Task details: In the records below, find each line holding the word "Chipstead" and copy it.

[Collected data]
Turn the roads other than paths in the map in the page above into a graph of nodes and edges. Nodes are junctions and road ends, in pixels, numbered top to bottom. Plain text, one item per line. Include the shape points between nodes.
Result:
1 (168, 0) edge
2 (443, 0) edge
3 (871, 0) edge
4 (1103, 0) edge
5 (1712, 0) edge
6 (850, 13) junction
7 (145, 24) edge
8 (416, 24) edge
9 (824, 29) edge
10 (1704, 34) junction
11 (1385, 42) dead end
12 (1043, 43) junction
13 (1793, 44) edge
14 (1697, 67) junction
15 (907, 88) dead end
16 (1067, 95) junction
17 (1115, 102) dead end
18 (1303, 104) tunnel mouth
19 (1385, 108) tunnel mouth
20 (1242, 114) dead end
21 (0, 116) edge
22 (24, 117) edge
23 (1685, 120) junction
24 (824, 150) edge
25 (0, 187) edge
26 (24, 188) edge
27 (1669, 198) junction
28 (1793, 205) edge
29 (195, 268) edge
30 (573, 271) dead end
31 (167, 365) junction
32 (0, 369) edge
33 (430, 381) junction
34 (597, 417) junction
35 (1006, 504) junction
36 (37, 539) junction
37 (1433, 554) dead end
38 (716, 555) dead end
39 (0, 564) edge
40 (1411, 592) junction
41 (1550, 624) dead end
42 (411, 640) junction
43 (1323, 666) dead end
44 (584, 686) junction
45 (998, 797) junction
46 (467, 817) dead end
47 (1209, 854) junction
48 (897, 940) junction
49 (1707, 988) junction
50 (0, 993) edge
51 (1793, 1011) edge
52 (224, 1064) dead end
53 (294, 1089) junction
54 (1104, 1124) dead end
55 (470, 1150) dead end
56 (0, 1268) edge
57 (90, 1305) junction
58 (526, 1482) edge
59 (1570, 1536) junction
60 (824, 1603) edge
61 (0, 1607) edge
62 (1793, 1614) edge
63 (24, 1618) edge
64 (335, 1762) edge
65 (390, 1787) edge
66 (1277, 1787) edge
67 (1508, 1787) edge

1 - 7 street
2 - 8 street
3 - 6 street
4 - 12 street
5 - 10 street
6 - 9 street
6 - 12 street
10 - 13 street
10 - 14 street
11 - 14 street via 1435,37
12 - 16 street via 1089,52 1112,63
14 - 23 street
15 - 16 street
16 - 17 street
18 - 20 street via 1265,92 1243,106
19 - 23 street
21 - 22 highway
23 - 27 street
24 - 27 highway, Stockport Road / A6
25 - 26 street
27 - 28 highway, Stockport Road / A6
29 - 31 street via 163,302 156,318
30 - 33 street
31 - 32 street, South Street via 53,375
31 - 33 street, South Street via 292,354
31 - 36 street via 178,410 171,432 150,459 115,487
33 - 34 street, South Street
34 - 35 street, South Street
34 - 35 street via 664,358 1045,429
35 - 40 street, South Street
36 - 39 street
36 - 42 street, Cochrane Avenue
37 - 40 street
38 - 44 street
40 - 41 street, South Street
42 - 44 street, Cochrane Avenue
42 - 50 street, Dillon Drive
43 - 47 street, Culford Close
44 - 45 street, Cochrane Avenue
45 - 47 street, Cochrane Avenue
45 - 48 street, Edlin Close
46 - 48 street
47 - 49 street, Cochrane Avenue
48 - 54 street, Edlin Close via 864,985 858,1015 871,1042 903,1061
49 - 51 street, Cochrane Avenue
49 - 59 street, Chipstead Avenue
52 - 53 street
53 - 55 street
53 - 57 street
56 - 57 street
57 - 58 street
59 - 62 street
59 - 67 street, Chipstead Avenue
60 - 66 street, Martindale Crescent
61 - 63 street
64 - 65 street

Answer box:
49 - 59 street, Chipstead Avenue
59 - 67 street, Chipstead Avenue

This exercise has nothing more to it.